● REQUIRED ACTION
Write the records out again exactly, but without pictures.

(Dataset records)

○ ○ ○ ○ ○

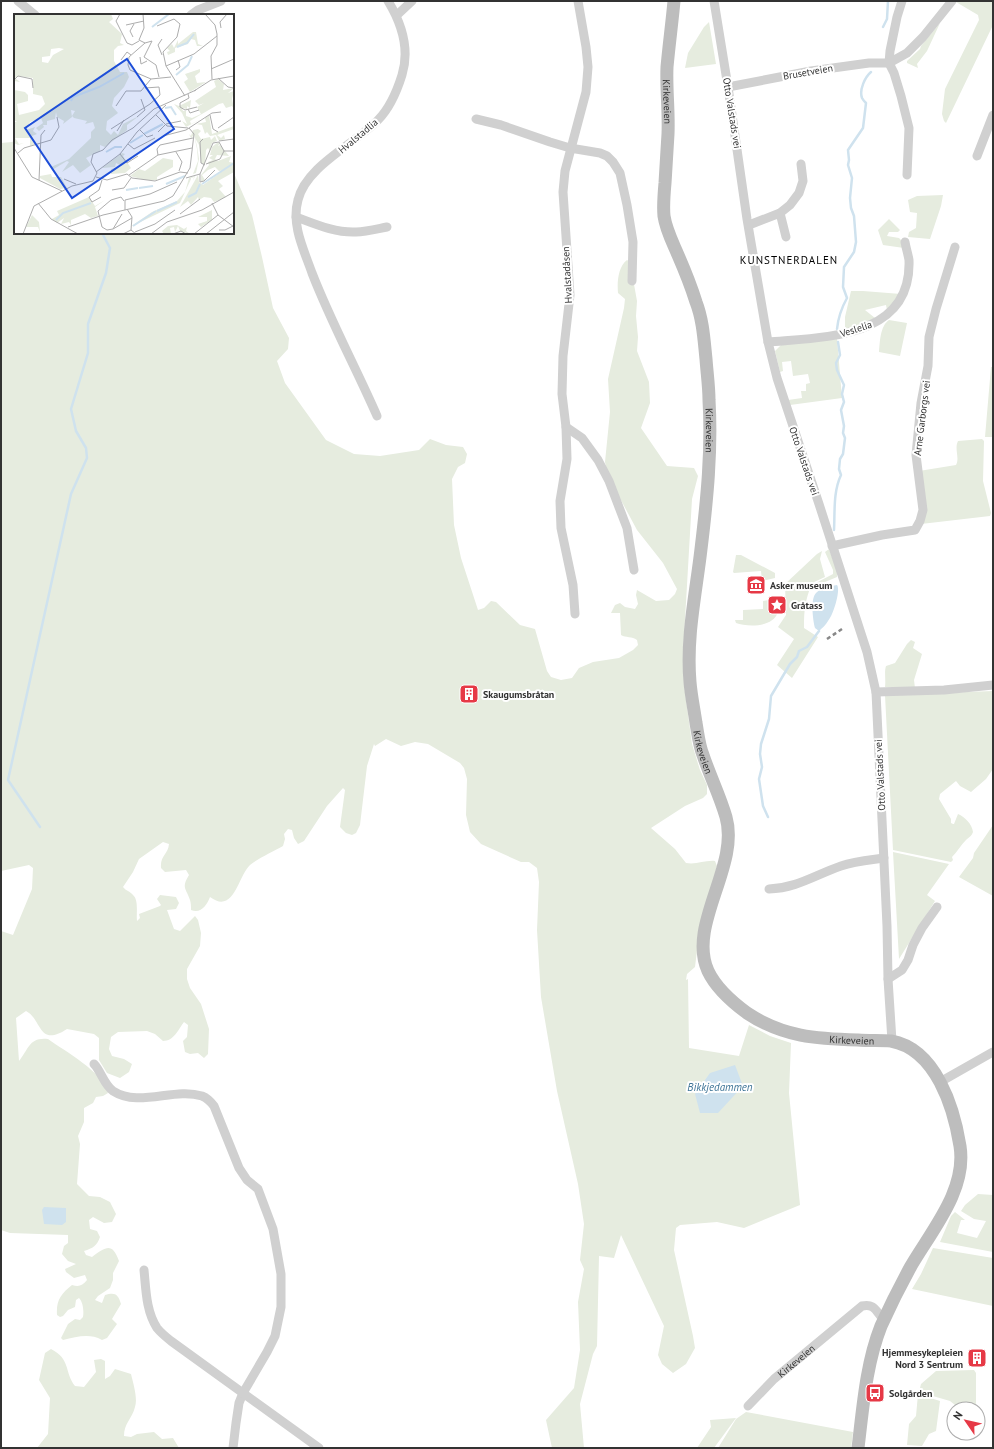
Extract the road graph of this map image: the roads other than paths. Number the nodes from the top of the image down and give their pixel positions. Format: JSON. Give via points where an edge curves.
{"nodes":[{"id":1,"x":18,"y":1,"type":"edge"},
{"id":2,"x":221,"y":1,"type":"edge"},
{"id":3,"x":388,"y":1,"type":"edge"},
{"id":4,"x":412,"y":1,"type":"edge"},
{"id":5,"x":578,"y":1,"type":"edge"},
{"id":6,"x":674,"y":1,"type":"edge"},
{"id":7,"x":714,"y":1,"type":"edge"},
{"id":8,"x":902,"y":1,"type":"edge"},
{"id":9,"x":952,"y":1,"type":"edge"},
{"id":10,"x":34,"y":14,"type":"edge"},
{"id":11,"x":192,"y":14,"type":"edge"},
{"id":12,"x":397,"y":15,"type":"junction"},
{"id":13,"x":889,"y":63,"type":"junction"},
{"id":14,"x":728,"y":87,"type":"junction"},
{"id":15,"x":993,"y":114,"type":"edge"},
{"id":16,"x":476,"y":119,"type":"dead end"},
{"id":17,"x":570,"y":148,"type":"junction"},
{"id":18,"x":977,"y":156,"type":"dead end"},
{"id":19,"x":801,"y":164,"type":"dead end"},
{"id":20,"x":907,"y":175,"type":"dead end"},
{"id":21,"x":780,"y":213,"type":"junction"},
{"id":22,"x":296,"y":217,"type":"junction"},
{"id":23,"x":748,"y":225,"type":"junction"},
{"id":24,"x":387,"y":227,"type":"dead end"},
{"id":25,"x":786,"y":237,"type":"dead end"},
{"id":26,"x":905,"y":242,"type":"dead end"},
{"id":27,"x":955,"y":247,"type":"dead end"},
{"id":28,"x":632,"y":281,"type":"dead end"},
{"id":29,"x":768,"y":342,"type":"junction"},
{"id":30,"x":377,"y":416,"type":"dead end"},
{"id":31,"x":566,"y":426,"type":"junction"},
{"id":32,"x":832,"y":546,"type":"junction"},
{"id":33,"x":634,"y":570,"type":"dead end"},
{"id":34,"x":575,"y":614,"type":"dead end"},
{"id":35,"x":993,"y":685,"type":"edge"},
{"id":36,"x":876,"y":692,"type":"junction"},
{"id":37,"x":884,"y":858,"type":"junction"},
{"id":38,"x":769,"y":889,"type":"dead end"},
{"id":39,"x":937,"y":908,"type":"dead end"},
{"id":40,"x":888,"y":979,"type":"junction"},
{"id":41,"x":892,"y":1041,"type":"junction"},
{"id":42,"x":993,"y":1052,"type":"edge"},
{"id":43,"x":94,"y":1064,"type":"dead end"},
{"id":44,"x":940,"y":1082,"type":"junction"},
{"id":45,"x":144,"y":1270,"type":"dead end"},
{"id":46,"x":884,"y":1320,"type":"junction"},
{"id":47,"x":243,"y":1393,"type":"junction"},
{"id":48,"x":748,"y":1406,"type":"dead end"},
{"id":49,"x":233,"y":1448,"type":"edge"},
{"id":50,"x":319,"y":1448,"type":"edge"},
{"id":51,"x":858,"y":1448,"type":"edge"}],
"edges":[{"from":1,"to":10,"type":"street"},
{"from":2,"to":11,"type":"street"},
{"from":3,"to":12,"type":"street","name":"Hvalstadlia"},
{"from":4,"to":12,"type":"street"},
{"from":5,"to":17,"type":"street","name":"Hvalstadåsen","via":[[588,68],[586,92]]},
{"from":6,"to":41,"type":"main road","name":"Kirkeveien","via":[[668,64],[664,211],[667,230],[680,258],[701,319],[711,441],[702,549],[689,650],[689,679],[701,750],[720,798],[729,830],[723,866],[704,934],[704,959],[719,988],[744,1011],[770,1026],[784,1032],[819,1039]]},
{"from":7,"to":14,"type":"street","name":"Otto Valstads vei"},
{"from":8,"to":13,"type":"street"},
{"from":9,"to":13,"type":"street","name":"Brusetveien","via":[[907,53]]},
{"from":12,"to":22,"type":"street","name":"Hvalstadlia","via":[[406,48],[404,69],[398,89],[378,120],[321,166],[306,182],[298,199]]},
{"from":13,"to":14,"type":"street","name":"Brusetveien","via":[[811,70]]},
{"from":13,"to":20,"type":"street","via":[[909,128]]},
{"from":14,"to":23,"type":"street","name":"Otto Valstads vei"},
{"from":15,"to":18,"type":"street"},
{"from":16,"to":17,"type":"street"},
{"from":17,"to":28,"type":"street","via":[[594,151],[607,156],[620,173],[633,242]]},
{"from":17,"to":31,"type":"street","name":"Hvalstadåsen","via":[[563,192],[570,295],[562,378]]},
{"from":19,"to":21,"type":"street","via":[[803,181],[799,193]]},
{"from":21,"to":23,"type":"street"},
{"from":21,"to":25,"type":"street"},
{"from":22,"to":24,"type":"street","via":[[345,232]]},
{"from":22,"to":30,"type":"street","name":"Hvalstadlia","via":[[299,236],[325,307]]},
{"from":23,"to":29,"type":"street","name":"Otto Valstads vei"},
{"from":26,"to":29,"type":"street","name":"Veslelia","via":[[909,260],[906,285],[900,301],[888,315],[854,332]]},
{"from":27,"to":32,"type":"street","name":"Arne Garborgs vei","via":[[929,337],[928,366],[916,455],[923,510],[920,521],[915,530]]},
{"from":29,"to":32,"type":"street","name":"Otto Valstads vei","via":[[777,378]]},
{"from":31,"to":33,"type":"street","via":[[582,438],[609,481],[627,528]]},
{"from":31,"to":34,"type":"street","name":"Hvalstadåsen","via":[[567,459],[560,501],[561,528],[573,585]]},
{"from":32,"to":36,"type":"street","name":"Otto Valstads vei","via":[[871,665]]},
{"from":35,"to":36,"type":"street","via":[[944,690]]},
{"from":36,"to":37,"type":"street","name":"Otto Valstads vei"},
{"from":37,"to":38,"type":"street","via":[[855,862],[795,885]]},
{"from":37,"to":40,"type":"street","name":"Otto Valstads vei"},
{"from":39,"to":40,"type":"street","via":[[922,928],[902,970]]},
{"from":40,"to":41,"type":"street","name":"Otto Valstads vei"},
{"from":41,"to":44,"type":"main road","name":"Kirkeveien","via":[[909,1048],[925,1060]]},
{"from":42,"to":44,"type":"street"},
{"from":43,"to":47,"type":"street","via":[[111,1090],[120,1095],[130,1098],[186,1094],[207,1098],[214,1106],[239,1168],[247,1180],[258,1189],[273,1229],[281,1274],[281,1308],[275,1336]]},
{"from":44,"to":46,"type":"main road","name":"Kirkeveien","via":[[950,1106],[959,1142],[959,1175],[948,1203],[909,1270]]},
{"from":45,"to":47,"type":"street","via":[[146,1299],[158,1329]]},
{"from":46,"to":48,"type":"street","name":"Kirkeveien","via":[[873,1307],[862,1306],[774,1379]]},
{"from":46,"to":51,"type":"main road","name":"Kirkeveien","via":[[869,1369]]},
{"from":47,"to":49,"type":"street","via":[[239,1403]]},
{"from":47,"to":50,"type":"street"}]}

○ ○ ○ ○ ○

● SOLUTION FOR THIS TASK
Extract the road graph of this map image: the roads other than paths. Number the nodes from the top of the image down and give their pixel positions. Format: JSON. Give via points where an edge curves.
{"nodes":[{"id":1,"x":18,"y":1,"type":"edge"},
{"id":2,"x":221,"y":1,"type":"edge"},
{"id":3,"x":388,"y":1,"type":"edge"},
{"id":4,"x":412,"y":1,"type":"edge"},
{"id":5,"x":578,"y":1,"type":"edge"},
{"id":6,"x":674,"y":1,"type":"edge"},
{"id":7,"x":714,"y":1,"type":"edge"},
{"id":8,"x":902,"y":1,"type":"edge"},
{"id":9,"x":952,"y":1,"type":"edge"},
{"id":10,"x":34,"y":14,"type":"edge"},
{"id":11,"x":192,"y":14,"type":"edge"},
{"id":12,"x":397,"y":15,"type":"junction"},
{"id":13,"x":889,"y":63,"type":"junction"},
{"id":14,"x":728,"y":87,"type":"junction"},
{"id":15,"x":993,"y":114,"type":"edge"},
{"id":16,"x":476,"y":119,"type":"dead end"},
{"id":17,"x":570,"y":148,"type":"junction"},
{"id":18,"x":977,"y":156,"type":"dead end"},
{"id":19,"x":801,"y":164,"type":"dead end"},
{"id":20,"x":907,"y":175,"type":"dead end"},
{"id":21,"x":780,"y":213,"type":"junction"},
{"id":22,"x":296,"y":217,"type":"junction"},
{"id":23,"x":748,"y":225,"type":"junction"},
{"id":24,"x":387,"y":227,"type":"dead end"},
{"id":25,"x":786,"y":237,"type":"dead end"},
{"id":26,"x":905,"y":242,"type":"dead end"},
{"id":27,"x":955,"y":247,"type":"dead end"},
{"id":28,"x":632,"y":281,"type":"dead end"},
{"id":29,"x":768,"y":342,"type":"junction"},
{"id":30,"x":377,"y":416,"type":"dead end"},
{"id":31,"x":566,"y":426,"type":"junction"},
{"id":32,"x":832,"y":546,"type":"junction"},
{"id":33,"x":634,"y":570,"type":"dead end"},
{"id":34,"x":575,"y":614,"type":"dead end"},
{"id":35,"x":993,"y":685,"type":"edge"},
{"id":36,"x":876,"y":692,"type":"junction"},
{"id":37,"x":884,"y":858,"type":"junction"},
{"id":38,"x":769,"y":889,"type":"dead end"},
{"id":39,"x":937,"y":908,"type":"dead end"},
{"id":40,"x":888,"y":979,"type":"junction"},
{"id":41,"x":892,"y":1041,"type":"junction"},
{"id":42,"x":993,"y":1052,"type":"edge"},
{"id":43,"x":94,"y":1064,"type":"dead end"},
{"id":44,"x":940,"y":1082,"type":"junction"},
{"id":45,"x":144,"y":1270,"type":"dead end"},
{"id":46,"x":884,"y":1320,"type":"junction"},
{"id":47,"x":243,"y":1393,"type":"junction"},
{"id":48,"x":748,"y":1406,"type":"dead end"},
{"id":49,"x":233,"y":1448,"type":"edge"},
{"id":50,"x":319,"y":1448,"type":"edge"},
{"id":51,"x":858,"y":1448,"type":"edge"}],
"edges":[{"from":1,"to":10,"type":"street"},
{"from":2,"to":11,"type":"street"},
{"from":3,"to":12,"type":"street","name":"Hvalstadlia"},
{"from":4,"to":12,"type":"street"},
{"from":5,"to":17,"type":"street","name":"Hvalstadåsen","via":[[588,68],[586,92]]},
{"from":6,"to":41,"type":"main road","name":"Kirkeveien","via":[[668,64],[664,211],[667,230],[680,258],[701,319],[711,441],[702,549],[689,650],[689,679],[701,750],[720,798],[729,830],[723,866],[704,934],[704,959],[719,988],[744,1011],[770,1026],[784,1032],[819,1039]]},
{"from":7,"to":14,"type":"street","name":"Otto Valstads vei"},
{"from":8,"to":13,"type":"street"},
{"from":9,"to":13,"type":"street","name":"Brusetveien","via":[[907,53]]},
{"from":12,"to":22,"type":"street","name":"Hvalstadlia","via":[[406,48],[404,69],[398,89],[378,120],[321,166],[306,182],[298,199]]},
{"from":13,"to":14,"type":"street","name":"Brusetveien","via":[[811,70]]},
{"from":13,"to":20,"type":"street","via":[[909,128]]},
{"from":14,"to":23,"type":"street","name":"Otto Valstads vei"},
{"from":15,"to":18,"type":"street"},
{"from":16,"to":17,"type":"street"},
{"from":17,"to":28,"type":"street","via":[[594,151],[607,156],[620,173],[633,242]]},
{"from":17,"to":31,"type":"street","name":"Hvalstadåsen","via":[[563,192],[570,295],[562,378]]},
{"from":19,"to":21,"type":"street","via":[[803,181],[799,193]]},
{"from":21,"to":23,"type":"street"},
{"from":21,"to":25,"type":"street"},
{"from":22,"to":24,"type":"street","via":[[345,232]]},
{"from":22,"to":30,"type":"street","name":"Hvalstadlia","via":[[299,236],[325,307]]},
{"from":23,"to":29,"type":"street","name":"Otto Valstads vei"},
{"from":26,"to":29,"type":"street","name":"Veslelia","via":[[909,260],[906,285],[900,301],[888,315],[854,332]]},
{"from":27,"to":32,"type":"street","name":"Arne Garborgs vei","via":[[929,337],[928,366],[916,455],[923,510],[920,521],[915,530]]},
{"from":29,"to":32,"type":"street","name":"Otto Valstads vei","via":[[777,378]]},
{"from":31,"to":33,"type":"street","via":[[582,438],[609,481],[627,528]]},
{"from":31,"to":34,"type":"street","name":"Hvalstadåsen","via":[[567,459],[560,501],[561,528],[573,585]]},
{"from":32,"to":36,"type":"street","name":"Otto Valstads vei","via":[[871,665]]},
{"from":35,"to":36,"type":"street","via":[[944,690]]},
{"from":36,"to":37,"type":"street","name":"Otto Valstads vei"},
{"from":37,"to":38,"type":"street","via":[[855,862],[795,885]]},
{"from":37,"to":40,"type":"street","name":"Otto Valstads vei"},
{"from":39,"to":40,"type":"street","via":[[922,928],[902,970]]},
{"from":40,"to":41,"type":"street","name":"Otto Valstads vei"},
{"from":41,"to":44,"type":"main road","name":"Kirkeveien","via":[[909,1048],[925,1060]]},
{"from":42,"to":44,"type":"street"},
{"from":43,"to":47,"type":"street","via":[[111,1090],[120,1095],[130,1098],[186,1094],[207,1098],[214,1106],[239,1168],[247,1180],[258,1189],[273,1229],[281,1274],[281,1308],[275,1336]]},
{"from":44,"to":46,"type":"main road","name":"Kirkeveien","via":[[950,1106],[959,1142],[959,1175],[948,1203],[909,1270]]},
{"from":45,"to":47,"type":"street","via":[[146,1299],[158,1329]]},
{"from":46,"to":48,"type":"street","name":"Kirkeveien","via":[[873,1307],[862,1306],[774,1379]]},
{"from":46,"to":51,"type":"main road","name":"Kirkeveien","via":[[869,1369]]},
{"from":47,"to":49,"type":"street","via":[[239,1403]]},
{"from":47,"to":50,"type":"street"}]}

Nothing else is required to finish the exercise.